Malgré divers soubresauts et de nombreux moments de doute, l’histoire règne sur les sciences humaines depuis une génération. Il faut reconnaître pourtant que cette hégémonie de fait n’a guère profité à l’histoire littéraire, dont la réputation demeure calamiteuse, trente ans après les assauts « structuralistes » contre les tristes restes du lansonisme universitaire. Discipline de pointe au dix-neuvième siècle, sûre d’elle-même et conquérante, elle joue aujourd’hui les utilités un peu honteuses, sans théorie et presque sans méthode.
Pourtant, si l’on y regarde de près, on constatera que ses concurrentes ont à peu près disparu : plus de sémiologie, guère de poétique, peu de velléités herméneutiques. C’est ce qui permet à l’approche historique d’être redevenue omniprésente.

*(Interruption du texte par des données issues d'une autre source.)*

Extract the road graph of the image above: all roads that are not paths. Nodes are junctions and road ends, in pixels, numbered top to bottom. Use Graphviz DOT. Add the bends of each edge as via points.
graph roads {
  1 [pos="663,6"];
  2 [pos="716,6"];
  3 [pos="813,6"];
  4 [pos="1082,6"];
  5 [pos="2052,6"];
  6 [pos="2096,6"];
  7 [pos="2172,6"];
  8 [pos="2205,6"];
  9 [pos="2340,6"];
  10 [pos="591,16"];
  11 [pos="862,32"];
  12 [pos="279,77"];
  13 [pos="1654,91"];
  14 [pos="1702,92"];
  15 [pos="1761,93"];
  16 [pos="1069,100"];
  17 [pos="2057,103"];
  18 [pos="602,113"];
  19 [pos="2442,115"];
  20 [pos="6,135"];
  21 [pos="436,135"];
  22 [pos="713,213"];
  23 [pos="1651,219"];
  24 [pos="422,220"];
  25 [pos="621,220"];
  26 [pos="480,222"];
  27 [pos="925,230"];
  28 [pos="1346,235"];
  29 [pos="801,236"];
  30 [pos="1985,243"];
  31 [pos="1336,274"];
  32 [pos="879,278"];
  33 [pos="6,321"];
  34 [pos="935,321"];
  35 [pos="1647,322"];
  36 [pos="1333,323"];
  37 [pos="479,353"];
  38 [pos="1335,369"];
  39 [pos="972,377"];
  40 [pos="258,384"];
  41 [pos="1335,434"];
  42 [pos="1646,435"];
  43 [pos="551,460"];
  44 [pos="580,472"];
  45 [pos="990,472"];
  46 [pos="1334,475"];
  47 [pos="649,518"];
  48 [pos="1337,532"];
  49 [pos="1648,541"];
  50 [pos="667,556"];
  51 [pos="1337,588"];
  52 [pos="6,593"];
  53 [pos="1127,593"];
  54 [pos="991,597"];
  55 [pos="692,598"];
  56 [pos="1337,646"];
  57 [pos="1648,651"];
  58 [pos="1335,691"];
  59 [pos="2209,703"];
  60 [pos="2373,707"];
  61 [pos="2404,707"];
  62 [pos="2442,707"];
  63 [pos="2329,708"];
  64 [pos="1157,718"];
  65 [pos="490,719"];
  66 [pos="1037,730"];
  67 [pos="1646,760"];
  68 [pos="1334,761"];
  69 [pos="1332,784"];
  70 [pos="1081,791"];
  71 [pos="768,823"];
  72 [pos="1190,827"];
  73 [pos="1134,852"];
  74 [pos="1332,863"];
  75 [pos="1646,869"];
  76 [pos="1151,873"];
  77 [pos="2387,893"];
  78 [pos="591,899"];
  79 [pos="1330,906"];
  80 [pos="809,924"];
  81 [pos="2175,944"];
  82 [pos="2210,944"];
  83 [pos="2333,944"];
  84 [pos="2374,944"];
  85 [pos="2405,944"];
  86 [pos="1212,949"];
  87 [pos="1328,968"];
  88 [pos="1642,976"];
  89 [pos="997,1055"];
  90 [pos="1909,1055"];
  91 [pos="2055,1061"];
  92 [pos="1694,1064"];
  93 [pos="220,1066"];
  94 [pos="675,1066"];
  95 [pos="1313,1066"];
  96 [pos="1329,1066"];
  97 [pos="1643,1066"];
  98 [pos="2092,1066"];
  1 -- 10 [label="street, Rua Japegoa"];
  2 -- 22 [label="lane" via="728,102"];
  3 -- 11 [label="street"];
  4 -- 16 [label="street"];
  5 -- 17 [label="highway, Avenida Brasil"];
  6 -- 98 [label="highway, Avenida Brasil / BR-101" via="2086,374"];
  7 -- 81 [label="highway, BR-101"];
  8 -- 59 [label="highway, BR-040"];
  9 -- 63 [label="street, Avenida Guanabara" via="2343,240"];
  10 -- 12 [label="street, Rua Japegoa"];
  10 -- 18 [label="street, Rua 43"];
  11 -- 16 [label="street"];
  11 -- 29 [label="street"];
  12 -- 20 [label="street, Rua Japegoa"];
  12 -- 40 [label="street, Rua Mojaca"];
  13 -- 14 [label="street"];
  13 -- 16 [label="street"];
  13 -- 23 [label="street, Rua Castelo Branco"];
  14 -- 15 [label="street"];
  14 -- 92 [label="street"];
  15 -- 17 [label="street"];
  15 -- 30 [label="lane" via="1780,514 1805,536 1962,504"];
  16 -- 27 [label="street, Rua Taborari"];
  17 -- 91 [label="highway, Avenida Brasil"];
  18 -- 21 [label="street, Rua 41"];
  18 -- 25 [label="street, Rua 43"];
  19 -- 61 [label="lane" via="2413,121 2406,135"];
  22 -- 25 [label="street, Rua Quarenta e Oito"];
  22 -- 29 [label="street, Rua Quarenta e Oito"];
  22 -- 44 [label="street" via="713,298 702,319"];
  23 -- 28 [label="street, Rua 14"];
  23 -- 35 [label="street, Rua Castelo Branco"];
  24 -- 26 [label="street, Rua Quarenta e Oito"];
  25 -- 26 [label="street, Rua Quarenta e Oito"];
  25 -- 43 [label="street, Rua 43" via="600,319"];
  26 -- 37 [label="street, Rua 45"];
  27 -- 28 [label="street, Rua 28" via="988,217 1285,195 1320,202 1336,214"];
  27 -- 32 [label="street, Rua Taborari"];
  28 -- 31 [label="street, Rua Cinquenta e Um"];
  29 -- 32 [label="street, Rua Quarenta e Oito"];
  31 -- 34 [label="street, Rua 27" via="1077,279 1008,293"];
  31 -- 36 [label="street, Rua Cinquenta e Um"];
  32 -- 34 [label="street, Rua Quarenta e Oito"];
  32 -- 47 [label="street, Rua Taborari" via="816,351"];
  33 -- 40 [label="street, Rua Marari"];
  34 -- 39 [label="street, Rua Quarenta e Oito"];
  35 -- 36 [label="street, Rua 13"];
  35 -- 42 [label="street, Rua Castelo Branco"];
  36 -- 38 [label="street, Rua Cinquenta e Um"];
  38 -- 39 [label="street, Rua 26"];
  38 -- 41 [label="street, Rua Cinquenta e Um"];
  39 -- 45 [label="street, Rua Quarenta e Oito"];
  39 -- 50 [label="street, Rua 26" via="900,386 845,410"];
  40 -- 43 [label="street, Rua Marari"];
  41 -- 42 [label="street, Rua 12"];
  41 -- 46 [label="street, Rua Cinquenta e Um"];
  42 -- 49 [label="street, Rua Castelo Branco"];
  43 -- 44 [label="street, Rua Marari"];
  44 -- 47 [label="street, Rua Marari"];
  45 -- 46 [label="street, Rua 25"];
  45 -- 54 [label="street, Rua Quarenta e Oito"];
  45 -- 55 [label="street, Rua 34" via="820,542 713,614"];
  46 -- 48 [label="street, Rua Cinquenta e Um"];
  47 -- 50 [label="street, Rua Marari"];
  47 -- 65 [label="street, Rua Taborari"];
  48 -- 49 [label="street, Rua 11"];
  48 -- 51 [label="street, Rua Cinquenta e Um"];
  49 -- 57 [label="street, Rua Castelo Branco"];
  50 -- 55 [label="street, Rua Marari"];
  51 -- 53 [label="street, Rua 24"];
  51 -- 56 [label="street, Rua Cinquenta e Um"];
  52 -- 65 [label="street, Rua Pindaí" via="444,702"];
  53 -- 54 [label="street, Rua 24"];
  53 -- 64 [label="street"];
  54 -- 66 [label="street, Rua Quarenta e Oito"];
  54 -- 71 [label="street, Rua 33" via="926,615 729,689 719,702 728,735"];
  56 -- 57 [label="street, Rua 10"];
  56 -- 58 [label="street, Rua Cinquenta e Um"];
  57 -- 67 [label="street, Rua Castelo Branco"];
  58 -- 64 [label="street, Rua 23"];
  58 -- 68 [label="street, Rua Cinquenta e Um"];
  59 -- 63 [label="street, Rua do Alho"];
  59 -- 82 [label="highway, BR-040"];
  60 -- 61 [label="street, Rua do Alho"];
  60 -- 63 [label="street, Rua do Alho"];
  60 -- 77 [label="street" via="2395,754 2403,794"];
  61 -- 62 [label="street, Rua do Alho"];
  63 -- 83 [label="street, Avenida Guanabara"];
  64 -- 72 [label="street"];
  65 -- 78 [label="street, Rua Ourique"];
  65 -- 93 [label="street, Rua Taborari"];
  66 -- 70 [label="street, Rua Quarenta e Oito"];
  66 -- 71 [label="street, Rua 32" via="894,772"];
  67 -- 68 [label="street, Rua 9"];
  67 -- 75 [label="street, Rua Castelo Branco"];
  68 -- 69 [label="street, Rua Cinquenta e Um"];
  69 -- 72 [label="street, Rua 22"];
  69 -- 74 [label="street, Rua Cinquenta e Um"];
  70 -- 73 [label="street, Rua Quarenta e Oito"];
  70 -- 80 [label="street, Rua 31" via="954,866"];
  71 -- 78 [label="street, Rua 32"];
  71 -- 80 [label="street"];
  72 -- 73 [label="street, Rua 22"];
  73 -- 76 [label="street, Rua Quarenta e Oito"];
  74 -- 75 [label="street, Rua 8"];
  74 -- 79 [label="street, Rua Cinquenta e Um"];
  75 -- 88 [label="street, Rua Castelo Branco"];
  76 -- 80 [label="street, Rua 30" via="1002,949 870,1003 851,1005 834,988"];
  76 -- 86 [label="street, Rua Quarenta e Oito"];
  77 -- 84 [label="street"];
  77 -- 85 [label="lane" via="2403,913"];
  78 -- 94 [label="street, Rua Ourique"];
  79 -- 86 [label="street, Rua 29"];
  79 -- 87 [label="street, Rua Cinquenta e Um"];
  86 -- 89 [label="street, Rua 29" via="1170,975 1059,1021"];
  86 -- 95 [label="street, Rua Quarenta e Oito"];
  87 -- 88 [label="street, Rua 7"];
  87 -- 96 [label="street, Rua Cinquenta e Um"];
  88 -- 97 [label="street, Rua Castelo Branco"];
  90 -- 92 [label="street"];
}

Cela va de soi pour les biographies, très nombreuses ces dernières années, aussi bien pour les vies déjà célèbres que pour celles des acteurs plus obscurs, avec lesquels un passé en grisaille reprend tout à coup des couleurs. Les manuscrits, les correspondances, les tirages rares, les revues éphémères, les documents d’archives retrouvent des lecteurs — moins curieux de détails infimes pour collectionneurs maniaques que d’indices témoignant comme ensemble de l’importance passée de la vie littéraire.
Le recours à l’histoire vaut plus encore pour comprendre l’intégration de la littérature à la culture en général, y compris la culture matérielle. Après avoir pendant longtemps fait le vide autour des grands auteurs condensés dans de grandes œuvres, la recherche littéraire veut maintenant mieux saisir tout ce qu’elle excluait : auteurs » mineurs « , genres douteux, avant-textes et soucis » extra-littéraires « . Non pas par intérêt pervers pour les marges et les marginalités, mais parce que tout cela concourt à donner sens à ce que l’activité littéraire a produit de plus fort et de plus grand. Le résultat : des textes plus nombreux et plus variés, de mieux en mieux édités, reliés de manière plus fine et plus précise à des vies perçues dans leur complexité et plongées dans une histoire matérielle et culturelle globale.
En affirmant son pluriel, Histoires littéraires veut afficher ses ambitions : apporter des connaissances documentaires nouvelles sur la littérature des deux derniers siècles, ses sommets comme ses acteurs plus modestes; contribuer à définir et raffiner les outils indispensables à cette entreprise; réfléchir sur les fondements et les conséquences de ces choix; se faire l’intermédiaire entre ceux qui y travaillent – professionnels de la recherche, érudits indépendants, collectionneurs ou curieux.
La tâche sera sans doute plus difficile pour la littérature du 20e siècle que pour celle du siècle précédent : les chercheurs sont moins nombreux, les entreprises collectives plus récentes, les détenteurs d’archives plus réticents, les chapelles plus hermétiques. Nous souhaitons cependant lui faire la plus grande place possible, ne serait-ce que parce que la division des deux siècles est typique des constructions artificielles de l’ancienne histoire littéraire, celles que nous souhaitons au contraire défaire pour mieux remettre en mouvement deux siècles dont la modernité a fait la nôtre, celle du siècle nouveau.